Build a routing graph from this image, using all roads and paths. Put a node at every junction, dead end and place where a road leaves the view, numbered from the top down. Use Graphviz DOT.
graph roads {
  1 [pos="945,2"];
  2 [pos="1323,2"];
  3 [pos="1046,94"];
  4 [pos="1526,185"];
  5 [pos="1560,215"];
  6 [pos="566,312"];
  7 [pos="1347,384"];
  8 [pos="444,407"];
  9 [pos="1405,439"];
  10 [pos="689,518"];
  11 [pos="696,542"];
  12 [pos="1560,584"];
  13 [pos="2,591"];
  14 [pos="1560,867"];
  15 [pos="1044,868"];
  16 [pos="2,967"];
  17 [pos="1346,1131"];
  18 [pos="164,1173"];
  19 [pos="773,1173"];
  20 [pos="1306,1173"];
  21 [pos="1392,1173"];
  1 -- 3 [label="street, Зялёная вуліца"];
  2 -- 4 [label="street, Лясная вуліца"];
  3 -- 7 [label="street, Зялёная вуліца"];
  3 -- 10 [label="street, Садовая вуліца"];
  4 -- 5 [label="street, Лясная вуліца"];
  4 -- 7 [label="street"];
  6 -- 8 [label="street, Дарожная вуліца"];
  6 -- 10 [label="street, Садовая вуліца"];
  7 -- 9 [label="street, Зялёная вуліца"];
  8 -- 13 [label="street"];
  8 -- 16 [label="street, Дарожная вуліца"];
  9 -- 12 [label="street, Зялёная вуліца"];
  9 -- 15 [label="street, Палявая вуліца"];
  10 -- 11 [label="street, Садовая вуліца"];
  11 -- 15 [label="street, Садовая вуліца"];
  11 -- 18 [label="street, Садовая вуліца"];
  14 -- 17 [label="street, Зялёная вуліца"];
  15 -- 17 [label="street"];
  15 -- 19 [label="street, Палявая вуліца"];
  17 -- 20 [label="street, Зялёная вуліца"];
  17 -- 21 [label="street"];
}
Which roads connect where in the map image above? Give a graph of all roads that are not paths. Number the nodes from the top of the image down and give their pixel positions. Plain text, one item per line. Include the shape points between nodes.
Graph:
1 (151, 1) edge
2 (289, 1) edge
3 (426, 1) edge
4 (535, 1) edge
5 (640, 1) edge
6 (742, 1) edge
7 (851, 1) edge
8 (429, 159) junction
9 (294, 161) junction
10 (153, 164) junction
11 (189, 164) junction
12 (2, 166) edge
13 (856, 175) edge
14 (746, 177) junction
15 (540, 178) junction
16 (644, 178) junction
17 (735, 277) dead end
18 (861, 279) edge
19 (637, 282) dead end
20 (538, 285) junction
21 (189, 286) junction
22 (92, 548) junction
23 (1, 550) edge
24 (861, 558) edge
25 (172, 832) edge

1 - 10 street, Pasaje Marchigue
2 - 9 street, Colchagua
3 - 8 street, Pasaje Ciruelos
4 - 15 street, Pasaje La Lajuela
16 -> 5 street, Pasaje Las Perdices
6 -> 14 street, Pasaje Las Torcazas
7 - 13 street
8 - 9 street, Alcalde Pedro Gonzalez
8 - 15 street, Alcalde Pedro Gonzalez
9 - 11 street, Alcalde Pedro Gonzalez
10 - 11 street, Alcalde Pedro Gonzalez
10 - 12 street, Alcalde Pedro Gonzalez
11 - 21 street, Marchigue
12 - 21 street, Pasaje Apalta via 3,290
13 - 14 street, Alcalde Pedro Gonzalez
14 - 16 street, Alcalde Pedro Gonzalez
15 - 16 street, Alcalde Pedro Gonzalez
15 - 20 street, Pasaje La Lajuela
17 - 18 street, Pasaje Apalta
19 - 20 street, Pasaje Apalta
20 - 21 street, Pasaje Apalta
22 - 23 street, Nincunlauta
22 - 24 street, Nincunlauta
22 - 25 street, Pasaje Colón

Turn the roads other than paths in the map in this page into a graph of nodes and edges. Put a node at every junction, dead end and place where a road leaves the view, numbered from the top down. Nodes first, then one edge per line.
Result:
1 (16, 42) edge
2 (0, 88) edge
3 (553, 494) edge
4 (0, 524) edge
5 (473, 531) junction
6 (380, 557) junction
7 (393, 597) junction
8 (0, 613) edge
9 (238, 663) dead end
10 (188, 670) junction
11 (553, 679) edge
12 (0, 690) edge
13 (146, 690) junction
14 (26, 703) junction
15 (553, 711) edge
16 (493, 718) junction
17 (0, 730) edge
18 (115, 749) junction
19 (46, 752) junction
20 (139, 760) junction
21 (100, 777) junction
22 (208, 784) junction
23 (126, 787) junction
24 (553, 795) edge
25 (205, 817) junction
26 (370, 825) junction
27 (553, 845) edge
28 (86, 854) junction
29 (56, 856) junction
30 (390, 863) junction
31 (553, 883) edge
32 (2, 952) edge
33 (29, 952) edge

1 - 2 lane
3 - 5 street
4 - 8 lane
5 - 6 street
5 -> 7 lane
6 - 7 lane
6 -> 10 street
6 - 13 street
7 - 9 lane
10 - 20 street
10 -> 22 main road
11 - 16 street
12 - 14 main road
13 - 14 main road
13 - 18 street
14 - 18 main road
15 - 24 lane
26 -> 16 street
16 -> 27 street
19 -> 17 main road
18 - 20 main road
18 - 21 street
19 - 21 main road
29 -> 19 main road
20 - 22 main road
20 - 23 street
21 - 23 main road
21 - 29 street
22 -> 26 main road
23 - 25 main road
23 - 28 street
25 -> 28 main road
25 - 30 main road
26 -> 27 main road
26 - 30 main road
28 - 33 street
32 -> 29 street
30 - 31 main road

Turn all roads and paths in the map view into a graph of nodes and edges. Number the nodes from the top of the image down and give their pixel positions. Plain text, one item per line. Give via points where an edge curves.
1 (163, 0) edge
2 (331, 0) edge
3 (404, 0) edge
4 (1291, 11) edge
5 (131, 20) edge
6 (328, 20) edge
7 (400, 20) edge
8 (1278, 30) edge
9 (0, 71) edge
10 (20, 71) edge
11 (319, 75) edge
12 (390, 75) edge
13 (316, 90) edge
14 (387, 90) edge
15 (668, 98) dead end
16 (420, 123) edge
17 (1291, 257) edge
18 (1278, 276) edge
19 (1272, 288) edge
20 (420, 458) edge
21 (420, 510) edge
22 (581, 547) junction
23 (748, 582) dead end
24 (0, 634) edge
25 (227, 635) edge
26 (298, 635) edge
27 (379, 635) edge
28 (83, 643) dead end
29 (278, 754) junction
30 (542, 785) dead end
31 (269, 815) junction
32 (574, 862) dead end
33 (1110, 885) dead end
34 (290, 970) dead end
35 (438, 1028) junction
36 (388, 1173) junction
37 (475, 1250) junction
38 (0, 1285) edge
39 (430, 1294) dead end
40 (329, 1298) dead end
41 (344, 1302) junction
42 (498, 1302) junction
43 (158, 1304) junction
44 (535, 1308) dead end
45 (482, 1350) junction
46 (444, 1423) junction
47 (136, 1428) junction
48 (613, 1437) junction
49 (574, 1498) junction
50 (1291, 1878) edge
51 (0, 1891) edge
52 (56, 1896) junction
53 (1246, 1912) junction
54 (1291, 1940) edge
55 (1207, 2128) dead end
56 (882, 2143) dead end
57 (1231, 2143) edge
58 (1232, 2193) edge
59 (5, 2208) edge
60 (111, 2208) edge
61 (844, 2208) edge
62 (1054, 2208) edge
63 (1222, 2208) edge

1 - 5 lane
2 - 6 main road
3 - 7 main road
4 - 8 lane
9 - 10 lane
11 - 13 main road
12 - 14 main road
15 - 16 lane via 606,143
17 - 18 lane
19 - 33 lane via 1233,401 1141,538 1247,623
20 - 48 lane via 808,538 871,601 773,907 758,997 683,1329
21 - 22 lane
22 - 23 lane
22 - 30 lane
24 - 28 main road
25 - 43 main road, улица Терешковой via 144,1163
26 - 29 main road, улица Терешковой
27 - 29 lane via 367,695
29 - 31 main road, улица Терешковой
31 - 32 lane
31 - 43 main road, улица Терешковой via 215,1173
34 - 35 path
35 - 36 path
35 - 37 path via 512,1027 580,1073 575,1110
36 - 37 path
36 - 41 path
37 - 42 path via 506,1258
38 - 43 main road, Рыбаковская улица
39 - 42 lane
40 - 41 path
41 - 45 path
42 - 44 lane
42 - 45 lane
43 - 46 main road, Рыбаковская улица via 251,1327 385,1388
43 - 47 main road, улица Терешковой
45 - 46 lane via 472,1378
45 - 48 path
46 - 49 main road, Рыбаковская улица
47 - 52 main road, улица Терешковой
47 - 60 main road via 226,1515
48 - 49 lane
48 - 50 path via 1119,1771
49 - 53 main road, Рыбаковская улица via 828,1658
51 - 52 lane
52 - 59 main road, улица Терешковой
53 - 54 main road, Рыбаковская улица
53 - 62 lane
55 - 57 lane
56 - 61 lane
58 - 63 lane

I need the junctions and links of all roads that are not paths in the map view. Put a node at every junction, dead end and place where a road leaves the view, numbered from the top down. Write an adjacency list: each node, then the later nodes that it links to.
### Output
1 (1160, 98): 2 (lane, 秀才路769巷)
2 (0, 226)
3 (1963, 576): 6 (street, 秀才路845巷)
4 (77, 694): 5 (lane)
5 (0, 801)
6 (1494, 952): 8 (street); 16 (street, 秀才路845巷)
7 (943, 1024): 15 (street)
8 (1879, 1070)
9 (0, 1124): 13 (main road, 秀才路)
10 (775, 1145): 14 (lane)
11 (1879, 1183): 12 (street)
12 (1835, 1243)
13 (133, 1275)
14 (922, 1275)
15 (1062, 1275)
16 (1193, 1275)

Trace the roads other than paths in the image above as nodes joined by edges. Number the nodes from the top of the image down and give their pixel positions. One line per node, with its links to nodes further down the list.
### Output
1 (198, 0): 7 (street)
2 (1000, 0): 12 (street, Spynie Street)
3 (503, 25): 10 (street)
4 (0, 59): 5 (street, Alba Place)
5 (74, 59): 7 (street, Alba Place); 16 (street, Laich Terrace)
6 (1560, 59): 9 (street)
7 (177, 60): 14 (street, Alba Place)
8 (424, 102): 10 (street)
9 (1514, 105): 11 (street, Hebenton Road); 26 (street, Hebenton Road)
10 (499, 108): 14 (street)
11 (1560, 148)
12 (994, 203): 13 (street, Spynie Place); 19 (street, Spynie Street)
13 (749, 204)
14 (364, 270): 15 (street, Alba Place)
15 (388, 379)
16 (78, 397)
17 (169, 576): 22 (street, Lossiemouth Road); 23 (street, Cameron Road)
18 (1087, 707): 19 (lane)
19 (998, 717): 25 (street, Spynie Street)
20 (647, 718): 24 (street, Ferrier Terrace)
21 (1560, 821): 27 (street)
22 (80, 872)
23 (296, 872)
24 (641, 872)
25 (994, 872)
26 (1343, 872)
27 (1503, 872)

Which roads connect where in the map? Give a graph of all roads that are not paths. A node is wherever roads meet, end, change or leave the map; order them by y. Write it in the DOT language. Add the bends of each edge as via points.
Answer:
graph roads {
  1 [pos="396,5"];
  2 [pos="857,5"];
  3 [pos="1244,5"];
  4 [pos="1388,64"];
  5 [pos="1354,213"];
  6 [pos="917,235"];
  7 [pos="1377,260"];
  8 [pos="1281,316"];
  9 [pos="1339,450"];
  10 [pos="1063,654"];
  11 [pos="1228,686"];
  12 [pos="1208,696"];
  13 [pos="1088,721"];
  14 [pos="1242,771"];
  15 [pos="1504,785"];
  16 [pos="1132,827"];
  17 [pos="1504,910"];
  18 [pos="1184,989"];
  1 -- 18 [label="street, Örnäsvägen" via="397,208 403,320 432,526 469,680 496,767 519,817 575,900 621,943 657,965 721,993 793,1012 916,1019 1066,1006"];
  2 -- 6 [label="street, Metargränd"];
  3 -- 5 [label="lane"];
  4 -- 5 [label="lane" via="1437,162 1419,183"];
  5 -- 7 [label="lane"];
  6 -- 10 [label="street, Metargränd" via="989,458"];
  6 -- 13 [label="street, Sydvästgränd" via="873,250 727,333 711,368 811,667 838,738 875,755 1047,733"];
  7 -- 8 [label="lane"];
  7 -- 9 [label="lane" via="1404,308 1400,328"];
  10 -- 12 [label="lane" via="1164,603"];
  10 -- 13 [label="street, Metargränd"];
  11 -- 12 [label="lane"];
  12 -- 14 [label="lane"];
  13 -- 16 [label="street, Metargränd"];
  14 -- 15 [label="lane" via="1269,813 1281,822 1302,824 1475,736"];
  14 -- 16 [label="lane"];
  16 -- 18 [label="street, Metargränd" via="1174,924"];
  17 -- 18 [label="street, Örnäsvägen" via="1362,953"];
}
__________________________________________________
Scan the entries above and work out how many lines include the word "Örnäsvägen"; the reply is that number alone.

Exercise solution:
2